First remote well completion
The world’s first successful remotely-operated recompletion of a subsea well from a mobile rig has been carried out by Statoil.
Deepsea Trym performed the work with I-3 H, an oil producer on the Rimfaks satellite to Statoil’s Gullfaks field in the North Sea.
The job was done using the surface-controlled reservoir analysis and management system (Scrams). This has been developed by the Welldynamics company belonging to Halliburton and Shell.
Statoil has previously applied Scrams for remote operation of wells from platforms on its Gullfaks and Sleipner fields.
The system makes it possible to monitor and control well operations without expensive interventions, reports Hermod Johansen, reservoir development manager for the Gullfaks satellites.
That contributes to improving the recovery factor without adding heavily to costs.
Evaluation of the recently completed job will help to determine whether Statoil should continue with remotely-operated well completion.
“The advantage of Scrams is that valves on the seabed can be operated from Gullfaks A,” explains Mr Johansen.

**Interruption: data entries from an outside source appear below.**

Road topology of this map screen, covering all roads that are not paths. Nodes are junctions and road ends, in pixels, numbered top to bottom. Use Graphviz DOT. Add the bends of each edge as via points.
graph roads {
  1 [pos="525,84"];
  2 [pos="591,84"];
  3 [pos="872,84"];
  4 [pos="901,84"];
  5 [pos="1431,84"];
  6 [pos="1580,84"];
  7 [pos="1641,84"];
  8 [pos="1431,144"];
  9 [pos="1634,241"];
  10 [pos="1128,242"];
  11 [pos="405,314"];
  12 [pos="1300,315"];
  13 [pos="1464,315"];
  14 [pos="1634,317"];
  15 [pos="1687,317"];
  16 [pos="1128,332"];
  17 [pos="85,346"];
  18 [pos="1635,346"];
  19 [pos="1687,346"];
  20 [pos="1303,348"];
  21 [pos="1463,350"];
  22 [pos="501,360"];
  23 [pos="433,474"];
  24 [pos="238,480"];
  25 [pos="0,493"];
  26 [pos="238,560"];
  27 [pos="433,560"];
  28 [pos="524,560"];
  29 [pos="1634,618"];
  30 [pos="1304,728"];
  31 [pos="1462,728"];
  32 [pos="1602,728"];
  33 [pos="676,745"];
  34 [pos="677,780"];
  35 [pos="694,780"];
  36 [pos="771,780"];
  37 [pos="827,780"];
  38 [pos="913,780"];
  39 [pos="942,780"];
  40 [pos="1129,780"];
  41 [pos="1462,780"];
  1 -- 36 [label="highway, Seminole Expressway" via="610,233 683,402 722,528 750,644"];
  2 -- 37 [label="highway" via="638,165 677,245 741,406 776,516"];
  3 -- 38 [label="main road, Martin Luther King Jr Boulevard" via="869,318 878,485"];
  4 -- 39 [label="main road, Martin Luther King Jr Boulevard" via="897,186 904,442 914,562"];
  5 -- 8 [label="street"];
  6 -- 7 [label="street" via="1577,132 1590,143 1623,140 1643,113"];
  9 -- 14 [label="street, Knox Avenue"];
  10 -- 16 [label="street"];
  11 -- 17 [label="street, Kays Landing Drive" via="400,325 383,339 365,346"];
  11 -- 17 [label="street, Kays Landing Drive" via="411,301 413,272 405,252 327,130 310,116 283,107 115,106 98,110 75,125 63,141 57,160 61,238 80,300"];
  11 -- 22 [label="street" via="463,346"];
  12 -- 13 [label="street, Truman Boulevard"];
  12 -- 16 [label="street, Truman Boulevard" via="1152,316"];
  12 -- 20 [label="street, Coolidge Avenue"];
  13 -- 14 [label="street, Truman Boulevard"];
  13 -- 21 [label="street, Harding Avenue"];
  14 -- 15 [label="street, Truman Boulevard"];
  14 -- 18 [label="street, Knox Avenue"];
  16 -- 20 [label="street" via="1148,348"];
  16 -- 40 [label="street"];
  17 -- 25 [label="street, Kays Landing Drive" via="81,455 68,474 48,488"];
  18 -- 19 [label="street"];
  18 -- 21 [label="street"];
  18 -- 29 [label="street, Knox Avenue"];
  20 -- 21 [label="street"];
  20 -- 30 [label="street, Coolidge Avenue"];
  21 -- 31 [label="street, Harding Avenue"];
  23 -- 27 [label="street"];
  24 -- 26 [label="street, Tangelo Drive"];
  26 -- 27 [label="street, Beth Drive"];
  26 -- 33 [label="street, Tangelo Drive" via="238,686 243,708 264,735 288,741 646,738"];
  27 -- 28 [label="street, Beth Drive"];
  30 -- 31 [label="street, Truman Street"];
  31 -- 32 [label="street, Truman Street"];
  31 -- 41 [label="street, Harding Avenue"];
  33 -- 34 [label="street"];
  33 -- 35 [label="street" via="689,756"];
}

“In a reservoir containing oil, water and gas, we can shut off a zone producing water and choke back production from zones which primarily produce gas.”
I-3 H, which lies in 135 metres of water, was cleaned and brought back on stream, but has now been temporarily shut down because of a turnaround.
Statoil has 140 subsea wells, making it the world’s second-largest operator of such installations after Brazil’s Petrobras. By 31 December, the number is due to have risen to about 200.